軽量なろうリーダー

作品タイトル不明

13.妖精の愛し子の決意

今年の「聖女」の儀式まであと数週間に迫っていた。

平民は教会で、貴族は学園で、毎年決められた日にそれは実施される。

『「聖女」と認定されないとこの国に悪い影響があったりするのかしら?』

『ないよー聖女なんて人間が決めてるだけだよー』

『僕たちがいるだけで国が豊かになるんだよーえっへん』

『マーガレットが望むなら悪い影響を与えてやろう』

お母さまのお手紙を読んでから、私はずっと考えていた。

私にこの国で「聖女」などと呼ばれる資格なんてないわ。

それにキース殿下の婚約者である資格もあるはずない。

だって、私には、この国の血が一滴も入っていないのだもの。

『くっきー、しょこら、みんと。

聖女の儀式で、玉を光らせないでほしいの。』

『えー?なんでー?』

『玉が光ると皆がびっくりして楽しいよー』

『サーシャを虐めてたやつらは土下座したぞ』

『私は、あなた達と一緒にいられたらそれで良いの。』

『ずっと一緒だよー』

『いつもマーガレットの側にいるよー』

『生まれてから死ぬまでだ』

『たとえば、あなた達に魔法が使えなくても、側にいてくれるだけで私はとても幸せなの。』

『そんなこといままで言われたことないよー』

『一緒にいるだけで幸せー』

『だっだが、まっ魔法が使えなかったら、いつか王宮を爆発することが、でっ出来なくなってしまう』

『みんと、落ち着いて。そんなにオロオロしないで。たとえば、の話だから。そして王宮を爆発させることは諦めてね。』

私が聖女だと認定されなくても、この国が豊かならそれで良い。

ソフィア様がいて、カナン様がいて、ルイス様がいる、この国が、豊かであるならそれで充分。

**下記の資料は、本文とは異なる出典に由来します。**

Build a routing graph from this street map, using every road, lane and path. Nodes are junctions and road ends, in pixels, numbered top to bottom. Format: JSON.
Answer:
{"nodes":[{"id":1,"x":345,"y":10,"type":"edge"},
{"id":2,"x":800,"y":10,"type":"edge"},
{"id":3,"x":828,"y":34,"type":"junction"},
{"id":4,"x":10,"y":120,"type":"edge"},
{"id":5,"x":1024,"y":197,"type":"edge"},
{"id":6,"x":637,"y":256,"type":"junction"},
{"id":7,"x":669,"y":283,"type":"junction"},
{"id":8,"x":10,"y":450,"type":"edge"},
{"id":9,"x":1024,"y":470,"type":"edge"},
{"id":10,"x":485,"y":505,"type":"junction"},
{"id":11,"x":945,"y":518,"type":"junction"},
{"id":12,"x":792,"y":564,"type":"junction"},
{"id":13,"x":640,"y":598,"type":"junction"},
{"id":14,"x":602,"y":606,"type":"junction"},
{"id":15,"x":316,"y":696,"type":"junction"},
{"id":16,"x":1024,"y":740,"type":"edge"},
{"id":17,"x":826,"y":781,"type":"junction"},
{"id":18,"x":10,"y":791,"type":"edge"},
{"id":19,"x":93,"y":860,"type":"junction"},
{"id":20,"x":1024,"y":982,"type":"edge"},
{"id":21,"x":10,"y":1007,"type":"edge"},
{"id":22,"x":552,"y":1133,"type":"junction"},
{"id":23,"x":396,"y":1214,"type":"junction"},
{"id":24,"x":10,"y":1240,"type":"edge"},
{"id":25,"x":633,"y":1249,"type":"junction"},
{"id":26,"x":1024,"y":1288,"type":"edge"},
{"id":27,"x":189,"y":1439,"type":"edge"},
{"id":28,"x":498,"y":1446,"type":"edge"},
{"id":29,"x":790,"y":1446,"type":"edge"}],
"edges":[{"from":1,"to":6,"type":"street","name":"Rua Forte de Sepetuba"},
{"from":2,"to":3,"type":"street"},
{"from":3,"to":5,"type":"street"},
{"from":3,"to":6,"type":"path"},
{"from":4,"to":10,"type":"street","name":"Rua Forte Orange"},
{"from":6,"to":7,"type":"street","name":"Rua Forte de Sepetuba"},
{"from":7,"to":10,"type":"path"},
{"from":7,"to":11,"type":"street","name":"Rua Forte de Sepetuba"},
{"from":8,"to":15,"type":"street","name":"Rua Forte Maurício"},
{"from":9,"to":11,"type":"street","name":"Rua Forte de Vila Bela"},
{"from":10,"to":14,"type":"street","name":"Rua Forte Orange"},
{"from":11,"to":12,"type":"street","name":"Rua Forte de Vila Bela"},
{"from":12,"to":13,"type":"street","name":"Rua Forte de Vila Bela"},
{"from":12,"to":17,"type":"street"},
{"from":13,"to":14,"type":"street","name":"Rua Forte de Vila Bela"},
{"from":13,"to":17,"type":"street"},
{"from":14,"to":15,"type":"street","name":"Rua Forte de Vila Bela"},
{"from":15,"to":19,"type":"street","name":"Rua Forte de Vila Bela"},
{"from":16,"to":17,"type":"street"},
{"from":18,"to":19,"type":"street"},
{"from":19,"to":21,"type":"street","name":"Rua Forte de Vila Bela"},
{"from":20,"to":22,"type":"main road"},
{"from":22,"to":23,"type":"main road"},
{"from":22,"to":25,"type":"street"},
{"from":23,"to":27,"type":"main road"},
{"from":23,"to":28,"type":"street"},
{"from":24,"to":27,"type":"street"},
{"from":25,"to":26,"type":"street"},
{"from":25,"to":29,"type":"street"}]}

『物差しおばさんをギャフンと言わせるチャンスなのにー』

『王子とシンシアも土下座させたいー』

『やはりてっとり早く爆破が良いだろう』

『くっきー、しょこら、みんと。お願い。』

『マーガレットずるいー』

『僕たちがマーガレットのお願い断れないの知ってるー』

『その代わり交換条件だ』

『交換条件?』

『ふっふっふーいたずらー』

『玉を光らせない代わりにいたずらするー』

『さあて、どんないたずらをしてやろうか』

『いたずらよね?いたずらなのよね?爆破とか、毒とか、溺れさせたりとかはダメだからね?ねっ?